May 4th, 2011 publishUpdated   May 5th, 2011, 7:29 am

It’s been three and a half years since Google introduced the very operating system we write about everyday – Android – and every major (and many minor) United States carrier has phones running it. Some more than others, of course, but who has the best lineup? I take a gander at offerings from Verizon, AT&T, T-Mobile, Sprint, US Cellular, MetroPCS and more and at the end I’ll let you know who I think has the best Android lineup. Let’s get started!


It’s no secret that AT&T got off to a slow start when it comes to Android. Blame it on Apple, blame it on the alcohol, blame it on whatever – they’ve caught up and have done so marvelously. They now offer a number of high-end phones from the likes of Samsung with their soon-to-be-released Infuse 4G, HTC with the Inspire 4G, and Motorola with the ATRIX 4G. And it’s not just because they have a “4G” tag on them – they are damn good phones.

The ATRIX 4G, for instance, was the first phone on the market with NVIDIA’s dual-core Tegra 2 processor inside. It had 1GB of RAM, a qHD display, fingerprint scanner and with the help of an accessory or two, it could transform into a netbook. Choice is always a big factor, though, and they’ve proved that they can manage a diverse lineup offering different products at different price points. The HTC Aria can be had for one cent on a two-year contract and it is by no means a bad device for the crowd it’s aimed at.

The only thing holding me back from giving AT&T all the love I have is the fact that they still don’t allow you to sideload applications on Android phones. It may not be as huge of a deal to others as it is to me, but trying to lock users into one ecosystem because you don’t want them to scrape a knee is irritating. AT&T also doesn’t offer a lot compared to other carriers, but quality and quantity are two different things. For the most part, they offer quality.

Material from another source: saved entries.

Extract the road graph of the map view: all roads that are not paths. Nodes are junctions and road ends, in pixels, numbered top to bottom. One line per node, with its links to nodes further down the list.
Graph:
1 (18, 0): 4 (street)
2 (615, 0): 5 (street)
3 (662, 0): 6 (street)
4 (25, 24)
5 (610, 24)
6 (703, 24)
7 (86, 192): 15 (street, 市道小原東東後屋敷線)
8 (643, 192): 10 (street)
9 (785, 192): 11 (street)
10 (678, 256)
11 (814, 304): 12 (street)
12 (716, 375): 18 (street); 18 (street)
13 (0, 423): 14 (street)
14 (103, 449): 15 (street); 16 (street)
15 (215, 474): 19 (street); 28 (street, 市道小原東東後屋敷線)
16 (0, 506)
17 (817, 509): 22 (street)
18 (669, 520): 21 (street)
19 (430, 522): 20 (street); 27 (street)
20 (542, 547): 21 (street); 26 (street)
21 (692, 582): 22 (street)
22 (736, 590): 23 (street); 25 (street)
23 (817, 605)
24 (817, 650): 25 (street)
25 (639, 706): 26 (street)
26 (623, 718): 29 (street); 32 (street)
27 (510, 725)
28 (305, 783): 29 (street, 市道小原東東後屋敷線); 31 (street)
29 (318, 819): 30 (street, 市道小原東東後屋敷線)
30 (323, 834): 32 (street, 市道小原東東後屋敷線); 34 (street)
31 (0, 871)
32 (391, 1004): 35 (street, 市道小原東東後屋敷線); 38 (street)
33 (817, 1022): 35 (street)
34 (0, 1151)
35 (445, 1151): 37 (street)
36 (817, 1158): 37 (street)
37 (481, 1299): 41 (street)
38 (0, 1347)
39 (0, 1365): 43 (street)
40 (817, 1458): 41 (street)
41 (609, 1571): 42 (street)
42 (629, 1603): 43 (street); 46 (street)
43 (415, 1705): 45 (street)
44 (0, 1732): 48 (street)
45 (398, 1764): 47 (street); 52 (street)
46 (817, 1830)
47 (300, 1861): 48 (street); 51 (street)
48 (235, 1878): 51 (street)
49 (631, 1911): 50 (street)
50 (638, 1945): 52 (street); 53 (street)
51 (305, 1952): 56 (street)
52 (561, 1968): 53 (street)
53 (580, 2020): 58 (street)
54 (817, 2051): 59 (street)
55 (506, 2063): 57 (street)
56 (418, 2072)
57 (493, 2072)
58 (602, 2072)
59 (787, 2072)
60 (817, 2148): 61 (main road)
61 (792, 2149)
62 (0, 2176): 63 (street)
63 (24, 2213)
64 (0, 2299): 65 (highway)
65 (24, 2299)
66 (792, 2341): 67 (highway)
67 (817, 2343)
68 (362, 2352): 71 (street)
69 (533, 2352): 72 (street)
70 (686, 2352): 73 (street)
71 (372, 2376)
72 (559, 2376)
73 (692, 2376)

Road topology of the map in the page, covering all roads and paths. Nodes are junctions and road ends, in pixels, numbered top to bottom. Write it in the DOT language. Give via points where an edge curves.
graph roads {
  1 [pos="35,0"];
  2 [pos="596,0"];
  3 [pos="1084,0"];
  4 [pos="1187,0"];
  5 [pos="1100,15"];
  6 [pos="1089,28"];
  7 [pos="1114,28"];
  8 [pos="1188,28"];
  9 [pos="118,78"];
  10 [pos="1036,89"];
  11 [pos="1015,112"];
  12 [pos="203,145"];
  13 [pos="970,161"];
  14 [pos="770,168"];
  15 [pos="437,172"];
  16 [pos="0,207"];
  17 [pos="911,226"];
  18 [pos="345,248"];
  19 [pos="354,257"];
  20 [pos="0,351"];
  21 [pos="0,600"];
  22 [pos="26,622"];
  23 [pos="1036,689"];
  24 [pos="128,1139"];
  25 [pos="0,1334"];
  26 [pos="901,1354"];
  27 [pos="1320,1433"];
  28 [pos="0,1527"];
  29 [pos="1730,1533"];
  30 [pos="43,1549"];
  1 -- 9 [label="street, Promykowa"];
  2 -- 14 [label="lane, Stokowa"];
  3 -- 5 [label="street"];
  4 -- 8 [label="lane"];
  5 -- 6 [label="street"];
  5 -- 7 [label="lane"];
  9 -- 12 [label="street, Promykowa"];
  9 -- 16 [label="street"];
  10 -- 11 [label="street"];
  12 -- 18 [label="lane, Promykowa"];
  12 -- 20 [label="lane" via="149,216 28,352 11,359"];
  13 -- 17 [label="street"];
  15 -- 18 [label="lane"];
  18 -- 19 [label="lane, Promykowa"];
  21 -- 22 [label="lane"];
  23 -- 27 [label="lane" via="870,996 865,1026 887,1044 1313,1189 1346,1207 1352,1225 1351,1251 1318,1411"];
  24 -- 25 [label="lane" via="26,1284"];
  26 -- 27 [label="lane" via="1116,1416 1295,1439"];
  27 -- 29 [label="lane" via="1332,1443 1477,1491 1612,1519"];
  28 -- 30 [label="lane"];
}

Back in 2009, Sprint followed T-Mobile in embracing Android early on. They came to town with the HTC Hero, the first Sense device that had everyone wanting it for the software alone. (Including yours truly. I went as far as flashing a Hero ROM on my original G1. Yes, it was painful but it was well worth it.) Times have changed, of course, and Sprint has proven they can keep up with those times. They were the first to market with a 4G Android phone in the HTC EVO 4G. It surpassed their previous high-seller – the Samsung Instinct.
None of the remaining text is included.